Lady Clarissa obedeció. Sabía cuándo tenía que admitir la derrota. Esa noche, el Coronel se sentó junto a la barra del hotel y celebró su victoria con unos cuantos whiskies de malta muy generosos. Había engañado a su condenada sobrina: no había ninguna cámara, aunque el hijo de la supervisora no había tenido ningún inconveniente en confirmar sus astutas sospechas respecto a aquella ramera mentirosa. Pidió que le llevaran la carta y decidió no cortarse y pedir langosta para cenar.
* * *
Wilt había pasado casi toda la semana sentado en su despacho, leyendo una biografía del káiser Guillermo II. Dudaba mucho que el hijo de los Gadsley tuviera idea de las causas de la Primera Guerra Mundial pese a haberse presentado ya tres veces al examen. Todo parecía indicar que aquello sólo iba a funcionar si Wilt se saltaba todas las partes difíciles y se ceñía a los conceptos básicos. Había decidido que lo mejor era hacer que Edward se aprendiera de memoria todos los temas fáciles para poder regurgitarlos a su antojo: si aquel tarado tenía aunque sólo fuera medio cerebro, quizá con eso lograra aprobar.
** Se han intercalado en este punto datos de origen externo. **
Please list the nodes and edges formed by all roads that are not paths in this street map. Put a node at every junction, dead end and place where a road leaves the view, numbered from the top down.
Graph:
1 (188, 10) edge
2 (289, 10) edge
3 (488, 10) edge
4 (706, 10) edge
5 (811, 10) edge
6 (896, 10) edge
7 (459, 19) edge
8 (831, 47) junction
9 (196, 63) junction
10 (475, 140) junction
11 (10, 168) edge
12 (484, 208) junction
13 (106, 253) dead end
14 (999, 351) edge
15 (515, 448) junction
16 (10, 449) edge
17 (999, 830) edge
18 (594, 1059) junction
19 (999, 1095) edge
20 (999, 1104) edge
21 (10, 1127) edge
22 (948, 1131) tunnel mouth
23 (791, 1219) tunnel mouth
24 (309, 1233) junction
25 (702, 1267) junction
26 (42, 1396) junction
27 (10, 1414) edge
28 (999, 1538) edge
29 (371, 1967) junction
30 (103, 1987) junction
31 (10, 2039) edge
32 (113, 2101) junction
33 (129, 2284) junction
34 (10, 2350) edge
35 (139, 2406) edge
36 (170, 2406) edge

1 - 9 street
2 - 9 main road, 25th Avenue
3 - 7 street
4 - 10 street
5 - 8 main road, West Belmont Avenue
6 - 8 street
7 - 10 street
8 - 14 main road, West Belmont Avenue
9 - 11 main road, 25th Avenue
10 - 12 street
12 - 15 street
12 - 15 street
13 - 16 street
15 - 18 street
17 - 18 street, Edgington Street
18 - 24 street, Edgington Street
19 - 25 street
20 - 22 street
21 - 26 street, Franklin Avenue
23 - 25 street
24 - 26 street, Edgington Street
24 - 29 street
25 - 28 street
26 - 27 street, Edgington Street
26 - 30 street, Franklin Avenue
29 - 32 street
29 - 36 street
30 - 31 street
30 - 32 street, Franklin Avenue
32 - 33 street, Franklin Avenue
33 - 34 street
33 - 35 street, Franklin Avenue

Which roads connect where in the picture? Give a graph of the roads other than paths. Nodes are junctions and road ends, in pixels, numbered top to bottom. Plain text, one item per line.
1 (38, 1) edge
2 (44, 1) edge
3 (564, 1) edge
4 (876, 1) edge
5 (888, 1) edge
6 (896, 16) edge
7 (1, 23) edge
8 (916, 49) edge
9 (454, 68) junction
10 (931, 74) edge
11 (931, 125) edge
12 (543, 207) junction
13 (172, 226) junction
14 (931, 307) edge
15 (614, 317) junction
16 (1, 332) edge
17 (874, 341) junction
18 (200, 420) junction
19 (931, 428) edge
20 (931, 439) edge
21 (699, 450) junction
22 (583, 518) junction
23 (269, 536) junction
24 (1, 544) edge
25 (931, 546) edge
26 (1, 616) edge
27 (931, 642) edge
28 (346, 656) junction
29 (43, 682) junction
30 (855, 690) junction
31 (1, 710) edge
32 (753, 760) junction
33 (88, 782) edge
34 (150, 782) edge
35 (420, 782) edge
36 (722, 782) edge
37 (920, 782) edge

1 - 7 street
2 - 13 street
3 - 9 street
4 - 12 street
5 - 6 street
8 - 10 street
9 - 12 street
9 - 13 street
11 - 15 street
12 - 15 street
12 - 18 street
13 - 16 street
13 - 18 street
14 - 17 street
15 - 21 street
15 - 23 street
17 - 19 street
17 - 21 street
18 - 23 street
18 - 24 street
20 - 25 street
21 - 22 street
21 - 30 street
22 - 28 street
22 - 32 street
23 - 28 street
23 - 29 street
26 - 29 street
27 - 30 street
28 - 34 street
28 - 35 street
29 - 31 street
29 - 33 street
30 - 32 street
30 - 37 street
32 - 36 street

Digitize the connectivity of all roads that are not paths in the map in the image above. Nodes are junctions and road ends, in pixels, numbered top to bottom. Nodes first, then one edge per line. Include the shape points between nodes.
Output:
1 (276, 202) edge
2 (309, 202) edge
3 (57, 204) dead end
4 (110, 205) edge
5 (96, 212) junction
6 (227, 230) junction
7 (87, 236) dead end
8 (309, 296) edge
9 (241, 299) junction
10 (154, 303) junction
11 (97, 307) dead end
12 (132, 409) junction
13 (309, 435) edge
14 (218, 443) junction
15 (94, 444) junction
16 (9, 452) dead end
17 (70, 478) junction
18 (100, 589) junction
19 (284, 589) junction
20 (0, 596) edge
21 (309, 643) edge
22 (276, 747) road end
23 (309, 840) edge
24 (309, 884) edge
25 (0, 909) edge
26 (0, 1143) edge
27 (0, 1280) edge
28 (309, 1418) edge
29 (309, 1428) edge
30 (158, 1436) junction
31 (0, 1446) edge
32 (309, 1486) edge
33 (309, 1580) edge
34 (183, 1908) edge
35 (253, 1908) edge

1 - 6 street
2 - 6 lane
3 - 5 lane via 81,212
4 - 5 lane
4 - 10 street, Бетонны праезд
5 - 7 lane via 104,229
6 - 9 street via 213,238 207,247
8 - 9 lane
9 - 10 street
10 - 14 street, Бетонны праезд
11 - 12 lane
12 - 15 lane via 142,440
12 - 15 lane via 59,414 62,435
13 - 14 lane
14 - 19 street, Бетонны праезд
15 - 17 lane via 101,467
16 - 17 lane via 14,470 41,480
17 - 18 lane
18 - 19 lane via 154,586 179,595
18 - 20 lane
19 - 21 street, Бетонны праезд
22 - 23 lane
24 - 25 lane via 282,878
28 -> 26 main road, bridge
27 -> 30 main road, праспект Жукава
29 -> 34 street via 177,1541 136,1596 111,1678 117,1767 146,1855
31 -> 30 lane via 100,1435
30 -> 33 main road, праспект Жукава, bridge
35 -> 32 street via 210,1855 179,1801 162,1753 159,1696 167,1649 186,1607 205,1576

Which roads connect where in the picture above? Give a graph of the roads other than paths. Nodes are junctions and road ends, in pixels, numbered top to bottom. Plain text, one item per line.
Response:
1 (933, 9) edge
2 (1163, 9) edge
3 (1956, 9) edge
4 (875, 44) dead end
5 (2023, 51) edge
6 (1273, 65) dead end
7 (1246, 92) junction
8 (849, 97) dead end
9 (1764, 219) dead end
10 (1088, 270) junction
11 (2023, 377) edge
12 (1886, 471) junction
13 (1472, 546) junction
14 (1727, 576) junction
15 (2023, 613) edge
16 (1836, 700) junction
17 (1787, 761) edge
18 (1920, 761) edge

De vez en cuando lo interrumpía algún estudiante (si es que eso podía llamarse «estudiante») para hacerle preguntas estúpidas sobre los horarios del trimestre de otoño. Y luego estaban los también mal llamados estudiantes que le hacían preguntas más o menos sensatas sobre temas estúpidos. Ese mismo año, Braintree y él se habían inventado un seminario absolutamente ridículo y lo habían incluido en el programa del trimestre de otoño antes de que lo llevaran a la imprenta. De momento, «Obesidad cultural: estudio y valoración de la contribución del sobrepeso a la civilización occidental desde la caída del Imperio Romano» tenía una demanda que superaba la oferta, y hasta había una larga cola de imbéciles ansiosos por entrar en la lista de espera.
El jueves, cuando llegó a su casa, se enteró de que Lady Clarissa había llamado por teléfono para decir que no iría a Ipford ese fin de semana como tenía pensado, y proponer a Wilt que fuera él en tren a Utterborough, donde lo recogería un taxi que ella se encargaría de enviarle.
—A mí me va bien. Cuanto menos tiempo pase encerrado con esa mujer, mejor —le dijo a Eva, y volvió a sumergirse en la historia del siglo XX alemán. Media hora más tarde volvió a sonar el teléfono. Wilt dejó que contestara su mujer.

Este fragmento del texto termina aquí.